Westphalian horses: breed overview

Athletic, beautiful, and desirable in temperament, it’s no wonder that the Westphalian has quickly become a very popular warm-blooded breed in the United States. These horses excel in jumping and dressage competitions, and while they are athletic, they are also docile enough to be ridden by amateurs. If you’re looking for a big horse with a big stride, the Westphalian may be just the thing for you.

Variety Overview

weight: 1,000 to 1,300 lbs

high: 15.2 to 17.2 lots

Body type: Movement and Muscular Development

Most suitable: All kinds of riders, including amateurs, wishing to compete in show jumping or dressage

Life expectancy: 25 to 30 years old

History and origins of Westphalia

The Westphalian breed originally originated in Germany in the early 1800s to breed cavalry horses. A stud farm in Warendorf bred these horses, both for cavalry and as noble saddle horses. The Trakehner eventually became the favorite cavalry horse of the Prussian army, but in the Rhineland a heavier horse was needed that could also be used for farming.

To meet the demand for heavier types, Westphalians were crossed with heavier cold-blooded horses. The resulting lightweight breed can be ridden or driven.

With the cultural changes of the 20th centuryth In the 20th century, the needs changed again, this time focusing on horses that were more suitable for riding. Breeders changed their strategy, adding Hanoverian blood to ease the Westphalian build. During this time, original stallion records were destroyed, but dedicated breeders rely on memory and provide insight and guidance on mare and stallion selection to help preserve the breed. In 1946, breed checks began again, and Westphalian breeders focused on producing horses that were both highly rideable and athletic.

Westphalian size

Westphalians have between 15.2 and 17.2 lots. They tend to weigh between 1,000 and 1,300 pounds. This breed is similar to the Hanover, but it has a rougher build.

Breeding and Use

Modern Westphalian horses are bred with a focus on producing a sporty horse that is also highly rideable. Therefore, Westphalia is suitable for both amateurs and advanced professional riders. Breeding programs still exist in the horse’s home country of Germany, although horses are also imported to the United States to establish breeding programs here.

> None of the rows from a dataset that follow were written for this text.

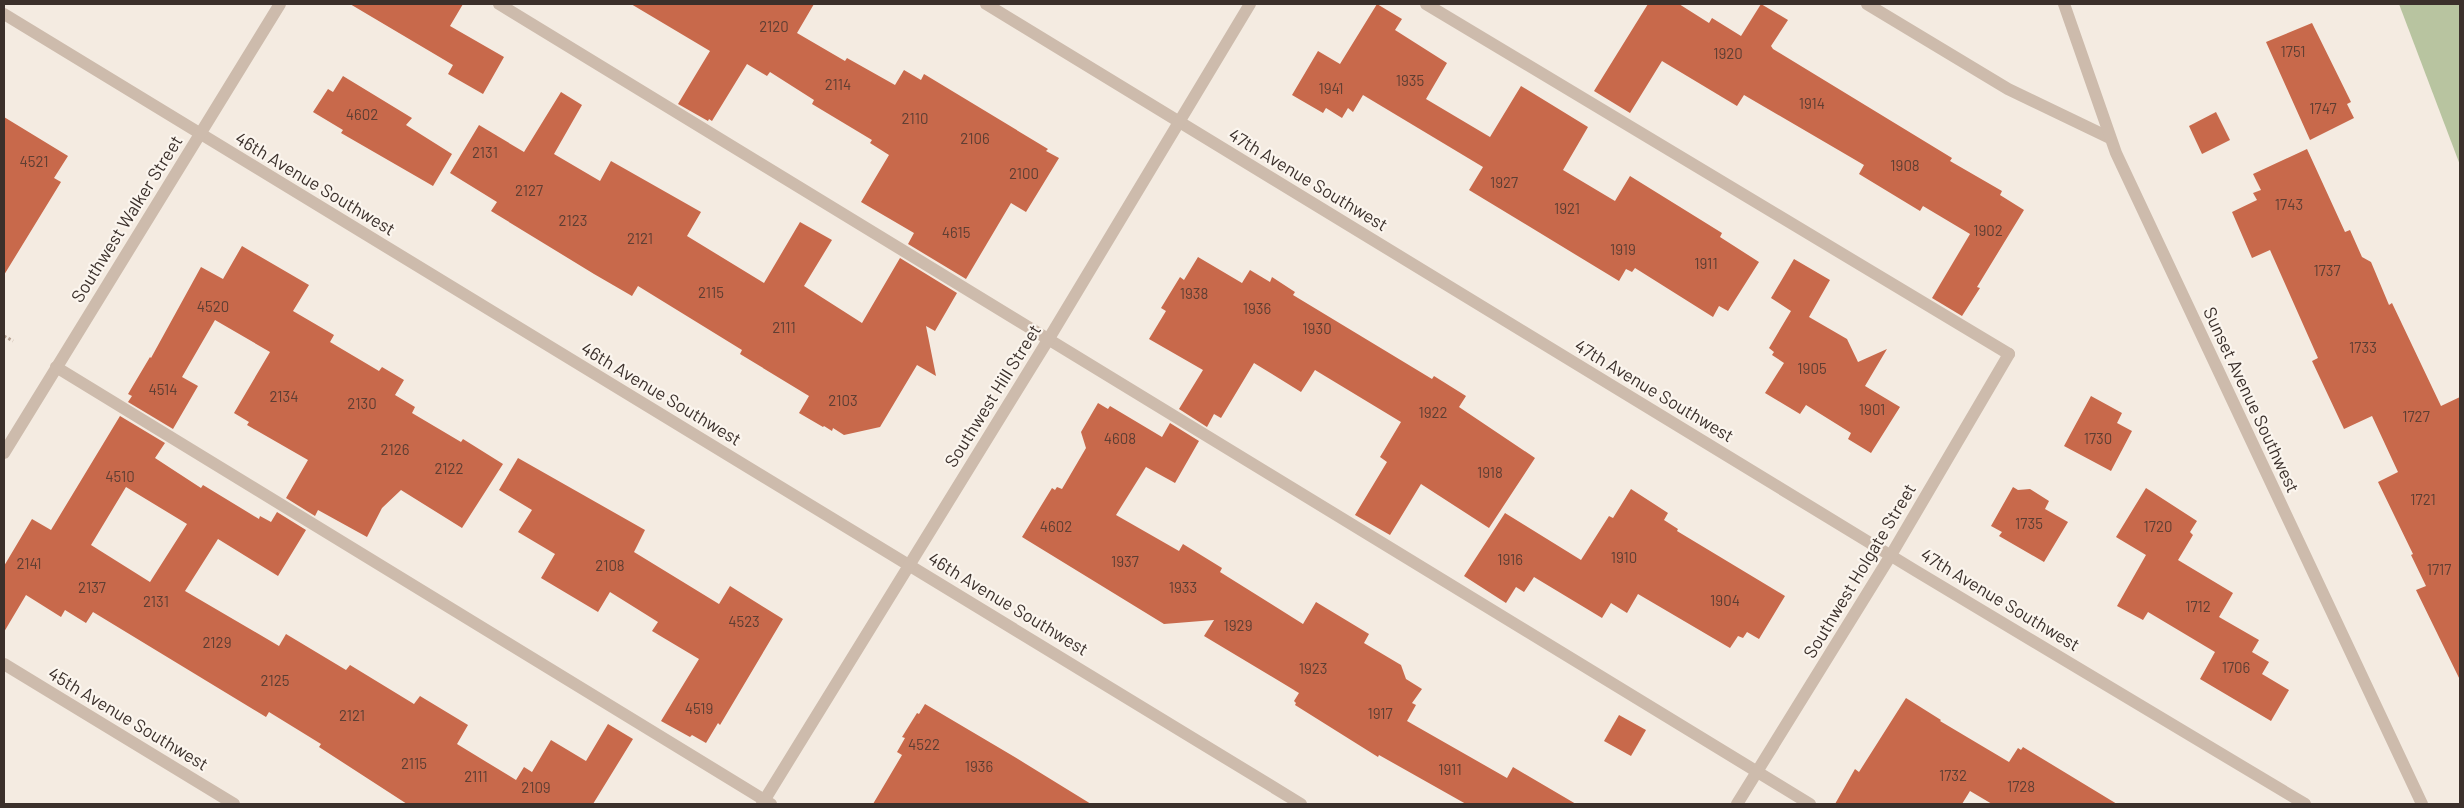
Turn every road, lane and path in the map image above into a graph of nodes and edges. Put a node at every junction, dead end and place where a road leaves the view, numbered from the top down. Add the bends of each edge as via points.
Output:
1 (280, 4) edge
2 (499, 4) edge
3 (986, 4) edge
4 (1250, 4) edge
5 (1426, 4) edge
6 (1868, 4) edge
7 (2064, 4) edge
8 (4, 14) edge
9 (1178, 121) junction
10 (200, 135) junction
11 (2110, 138) junction
12 (4, 336) edge
13 (1048, 340) junction
14 (13, 341) dead end
15 (56, 367) junction
16 (4, 453) edge
17 (1891, 555) junction
18 (910, 565) junction
19 (4, 664) edge
20 (1757, 772) junction
21 (766, 803) edge
22 (234, 804) edge
23 (1301, 804) edge
24 (1737, 804) edge
25 (1810, 804) edge
26 (2305, 804) edge
27 (2422, 804) edge

1 - 10 street, Southwest Walker Street
2 - 13 street
3 - 9 street, 47th Avenue Southwest
4 - 9 street, Southwest Hill Street
5 - 17 street, Southwest Holgate Street via 2009,354
6 - 11 street via 2008,89
7 - 11 street, Sunset Avenue Southwest
8 - 10 street, 46th Avenue Southwest
9 - 13 street, Southwest Hill Street
9 - 17 street, 47th Avenue Southwest
10 - 15 street, Southwest Walker Street
10 - 18 street, 46th Avenue Southwest
11 - 27 street, Sunset Avenue Southwest
12 - 14 path
13 - 18 street, Southwest Hill Street
13 - 20 street
15 - 16 street, Southwest Walker Street
15 - 21 street
17 - 20 street, Southwest Holgate Street
17 - 26 street, 47th Avenue Southwest
18 - 21 street, Southwest Hill Street
18 - 23 street, 46th Avenue Southwest
19 - 22 street, 45th Avenue Southwest
20 - 24 street, Southwest Holgate Street
20 - 25 street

Today, Westphalians are used for a variety of purposes, including driving and show hunting. However, due to its flexible gait and wide stride, it excels in dressage and show jumping. The breed has a very good temperament and is known for its rideability, so the Westphalian attracts riders who compete at many different levels.

colors and markings

Although Westphalians of any coat color can be registered, bay, black, maroon and gray are the most common coat colors. The registered Westphalian has a brand on his left hip. The brand is a shield with the letter “W” in the middle, which is easily recognizable and will identify the horse for life.

Westend61/Getty Images

Westend61/Getty Images

Carina Maiwald/Getty Images

Unique characteristics of Westphalian horses

Westphalian horses are known for their extreme athleticism and remain an easy ride for many equestrians. Although brave and energetic, this breed is also very willing and docile. This great temperament means that many equestrians are likely to find their racing mates in Westphalia. These horses tend to have large movements, so while they may not be suitable for beginners, they are easy to pick up and can accommodate many different levels of riders.

Diet and Nutrition

Mature Westphalians tend to be easy to keep, which can save you money on feed. These horses require a forage-based diet, including hay and grass. Horses with intense work may benefit from a concentrated feed, while others may do well with a ration balancer.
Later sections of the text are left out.